*What the exercise asks*
Each record below should be set down exactly.

---------- Provided material ----------

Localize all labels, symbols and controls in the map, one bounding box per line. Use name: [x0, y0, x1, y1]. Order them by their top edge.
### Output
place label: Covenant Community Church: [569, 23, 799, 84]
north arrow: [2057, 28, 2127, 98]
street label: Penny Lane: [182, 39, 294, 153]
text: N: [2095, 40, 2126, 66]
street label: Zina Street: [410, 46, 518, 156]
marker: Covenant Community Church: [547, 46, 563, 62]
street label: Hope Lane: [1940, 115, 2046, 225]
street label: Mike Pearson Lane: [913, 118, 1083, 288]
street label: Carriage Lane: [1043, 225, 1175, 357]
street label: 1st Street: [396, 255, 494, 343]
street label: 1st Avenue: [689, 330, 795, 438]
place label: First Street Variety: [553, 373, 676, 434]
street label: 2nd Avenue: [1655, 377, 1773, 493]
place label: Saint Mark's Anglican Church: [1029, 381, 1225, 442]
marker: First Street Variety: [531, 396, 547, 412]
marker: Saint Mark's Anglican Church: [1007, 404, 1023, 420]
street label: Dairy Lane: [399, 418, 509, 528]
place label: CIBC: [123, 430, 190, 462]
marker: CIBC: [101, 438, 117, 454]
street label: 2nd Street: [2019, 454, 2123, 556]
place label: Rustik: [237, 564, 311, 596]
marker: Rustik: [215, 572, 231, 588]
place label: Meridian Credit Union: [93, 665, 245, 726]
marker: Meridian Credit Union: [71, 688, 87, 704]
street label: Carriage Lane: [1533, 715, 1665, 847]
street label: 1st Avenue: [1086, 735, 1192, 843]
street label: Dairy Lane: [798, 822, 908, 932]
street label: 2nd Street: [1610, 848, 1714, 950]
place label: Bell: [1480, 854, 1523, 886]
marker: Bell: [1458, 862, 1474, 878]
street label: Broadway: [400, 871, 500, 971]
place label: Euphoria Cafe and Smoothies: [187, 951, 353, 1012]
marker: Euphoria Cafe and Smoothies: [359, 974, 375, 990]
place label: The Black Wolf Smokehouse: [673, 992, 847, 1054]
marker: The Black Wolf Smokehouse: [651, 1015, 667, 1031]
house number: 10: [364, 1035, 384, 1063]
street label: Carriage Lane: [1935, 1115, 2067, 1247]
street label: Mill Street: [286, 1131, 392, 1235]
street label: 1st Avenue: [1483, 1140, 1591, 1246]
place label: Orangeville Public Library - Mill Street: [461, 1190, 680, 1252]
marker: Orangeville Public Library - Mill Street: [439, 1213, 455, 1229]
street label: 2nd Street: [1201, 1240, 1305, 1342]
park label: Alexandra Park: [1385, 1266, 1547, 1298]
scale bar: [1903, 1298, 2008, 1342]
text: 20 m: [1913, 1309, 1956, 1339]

----------

*Answer box*
Localize all labels, symbols and controls in the map, one bounding box per line. Use name: [x0, y0, x1, y1]. Order them by their top edge.
### Output
place label: Covenant Community Church: [569, 23, 799, 84]
north arrow: [2057, 28, 2127, 98]
street label: Penny Lane: [182, 39, 294, 153]
text: N: [2095, 40, 2126, 66]
street label: Zina Street: [410, 46, 518, 156]
marker: Covenant Community Church: [547, 46, 563, 62]
street label: Hope Lane: [1940, 115, 2046, 225]
street label: Mike Pearson Lane: [913, 118, 1083, 288]
street label: Carriage Lane: [1043, 225, 1175, 357]
street label: 1st Street: [396, 255, 494, 343]
street label: 1st Avenue: [689, 330, 795, 438]
place label: First Street Variety: [553, 373, 676, 434]
street label: 2nd Avenue: [1655, 377, 1773, 493]
place label: Saint Mark's Anglican Church: [1029, 381, 1225, 442]
marker: First Street Variety: [531, 396, 547, 412]
marker: Saint Mark's Anglican Church: [1007, 404, 1023, 420]
street label: Dairy Lane: [399, 418, 509, 528]
place label: CIBC: [123, 430, 190, 462]
marker: CIBC: [101, 438, 117, 454]
street label: 2nd Street: [2019, 454, 2123, 556]
place label: Rustik: [237, 564, 311, 596]
marker: Rustik: [215, 572, 231, 588]
place label: Meridian Credit Union: [93, 665, 245, 726]
marker: Meridian Credit Union: [71, 688, 87, 704]
street label: Carriage Lane: [1533, 715, 1665, 847]
street label: 1st Avenue: [1086, 735, 1192, 843]
street label: Dairy Lane: [798, 822, 908, 932]
street label: 2nd Street: [1610, 848, 1714, 950]
place label: Bell: [1480, 854, 1523, 886]
marker: Bell: [1458, 862, 1474, 878]
street label: Broadway: [400, 871, 500, 971]
place label: Euphoria Cafe and Smoothies: [187, 951, 353, 1012]
marker: Euphoria Cafe and Smoothies: [359, 974, 375, 990]
place label: The Black Wolf Smokehouse: [673, 992, 847, 1054]
marker: The Black Wolf Smokehouse: [651, 1015, 667, 1031]
house number: 10: [364, 1035, 384, 1063]
street label: Carriage Lane: [1935, 1115, 2067, 1247]
street label: Mill Street: [286, 1131, 392, 1235]
street label: 1st Avenue: [1483, 1140, 1591, 1246]
place label: Orangeville Public Library - Mill Street: [461, 1190, 680, 1252]
marker: Orangeville Public Library - Mill Street: [439, 1213, 455, 1229]
street label: 2nd Street: [1201, 1240, 1305, 1342]
park label: Alexandra Park: [1385, 1266, 1547, 1298]
scale bar: [1903, 1298, 2008, 1342]
text: 20 m: [1913, 1309, 1956, 1339]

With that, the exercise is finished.